After applying the proposal's changes in the fork, it emits a synthetic `TestEvent` object and computes a structural diff (added objects vs. added relations). If `promote=False` (the default during `propose`) the live graph is untouched.

Sources: [selfgraph/sandbox.py:16-73]()

### PROMOTE

`cmd_promote` does **not** trust a cached `validated` status. It calls `validate_proposal(graph, pid, mutate_status=False)` fresh against the current persisted graph, then if that passes calls `sandbox_apply(..., promote=True)` which applies changes to the live graph with `actor="promote"` and stamps the proposal status to `"applied"`.
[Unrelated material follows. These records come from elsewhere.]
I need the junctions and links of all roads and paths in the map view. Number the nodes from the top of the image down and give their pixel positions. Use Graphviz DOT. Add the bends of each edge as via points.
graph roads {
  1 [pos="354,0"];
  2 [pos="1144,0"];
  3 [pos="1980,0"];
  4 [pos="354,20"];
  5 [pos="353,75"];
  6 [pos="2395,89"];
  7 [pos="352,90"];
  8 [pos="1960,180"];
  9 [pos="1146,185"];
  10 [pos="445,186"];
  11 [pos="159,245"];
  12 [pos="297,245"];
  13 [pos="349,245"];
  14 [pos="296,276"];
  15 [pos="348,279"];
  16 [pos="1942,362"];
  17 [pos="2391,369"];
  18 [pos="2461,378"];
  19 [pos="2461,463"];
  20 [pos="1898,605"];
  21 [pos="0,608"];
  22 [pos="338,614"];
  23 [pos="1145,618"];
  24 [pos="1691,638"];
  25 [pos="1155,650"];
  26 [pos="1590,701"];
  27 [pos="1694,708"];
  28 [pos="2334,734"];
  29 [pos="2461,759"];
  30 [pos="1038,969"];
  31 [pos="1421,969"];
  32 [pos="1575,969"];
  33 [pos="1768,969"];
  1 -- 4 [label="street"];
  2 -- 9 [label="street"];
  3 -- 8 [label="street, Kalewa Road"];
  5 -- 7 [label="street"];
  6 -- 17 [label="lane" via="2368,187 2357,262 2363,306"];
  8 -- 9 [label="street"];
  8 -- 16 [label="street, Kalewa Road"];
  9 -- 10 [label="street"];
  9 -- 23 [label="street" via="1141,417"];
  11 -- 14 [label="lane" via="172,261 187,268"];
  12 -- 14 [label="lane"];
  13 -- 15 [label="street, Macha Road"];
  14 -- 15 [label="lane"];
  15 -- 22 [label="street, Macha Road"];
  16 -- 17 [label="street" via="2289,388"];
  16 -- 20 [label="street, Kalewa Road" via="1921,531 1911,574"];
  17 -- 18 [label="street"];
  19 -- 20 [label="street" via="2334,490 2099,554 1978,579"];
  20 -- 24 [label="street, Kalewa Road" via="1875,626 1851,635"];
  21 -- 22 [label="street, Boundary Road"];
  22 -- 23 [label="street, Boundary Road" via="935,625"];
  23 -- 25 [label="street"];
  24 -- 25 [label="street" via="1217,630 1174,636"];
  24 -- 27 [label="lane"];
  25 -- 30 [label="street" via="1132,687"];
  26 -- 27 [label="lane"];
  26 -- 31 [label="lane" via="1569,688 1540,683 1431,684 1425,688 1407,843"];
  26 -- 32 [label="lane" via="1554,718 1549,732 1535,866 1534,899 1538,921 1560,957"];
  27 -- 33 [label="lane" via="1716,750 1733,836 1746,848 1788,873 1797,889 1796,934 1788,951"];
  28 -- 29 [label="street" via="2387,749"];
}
Sources: [selfgraph/cli.py:83-101]()

---

## PatchProposal Lifecycle

```text
             propose_patch_for()
                     │
                     ▼
                 [ draft ]
                     │
         validate_proposal()
           ┌─────────┴──────────┐
           ▼                    ▼
      [ validated ]         [ rejected ]
           │
    sandbox_apply(promote=False)
    (diff shown; live graph unchanged)
           │
      user runs `promote`
           │
    validate_proposal(mutate_status=False)
    ← re-check against current graph ─────►  [ rejected ]
           │
    sandbox_apply(promote=True)
           │
           ▼
       [ applied ]
```

The transitions are enforced by convention at two call sites, not by a state machine. `sandbox_apply` refuses to act on a proposal that does not carry `status == "validated"`, and `cmd_promote` re-runs validation before calling it.

Sources: [selfgraph/cli.py:83-101](), [selfgraph/sandbox.py:28-35]()

---

## Safety Boundaries: What the Agent Cannot Do

These are hard boundaries enforced by the allowed change-kind list, not soft guidelines:

| Boundary | Mechanism |
|---|---|
| **No code authoring** | There is no change kind that emits a Python function. `bind_behavior` only references a behavior name already discovered in the graph. |
| **No shell execution** | `subprocess`, `os.system`, `popen`, `/bin/sh` are in `_BANNED_TOKENS`. No change kind can invoke a subprocess. |
| **No network or file I/O** | `urllib`, `requests.`, `socket.`, `open(` are banned tokens. Patches write only to the SQLite event store. |
| **No authority escalation** | `AuthorityRule` and `Capability` are `_PROTECTED_TYPES`; adding them without `approved_by` is a guardrail violation. Policies may not declare `can_approve`. |
| **No unknown behaviors** | `bind_behavior` with a name not already in `graph.objects(type="Behavior")` is rejected at validation time. |

Sources: [selfgraph/guardrails.py:21-38](), [README.md:109-130]()

---

## Known Limitations to Keep in Mind

These are documented design choices in v1, not bugs:

**1. FALLBACK scaffold is a built-in template, not discovered structure.**
When `_pick_behavior_bindings` returns an empty list, `propose.py` emits the atom/snapshot/`ROLLS_UP_INTO` shape that ships with selfgraph. Only the trigger `EventType` is observed from the graph; everything else is defaulted. The `[FALLBACK]` prefix in the rationale and `"source": "selfgraph-fallback-scaffold"` on the ObjectType objects are your signals.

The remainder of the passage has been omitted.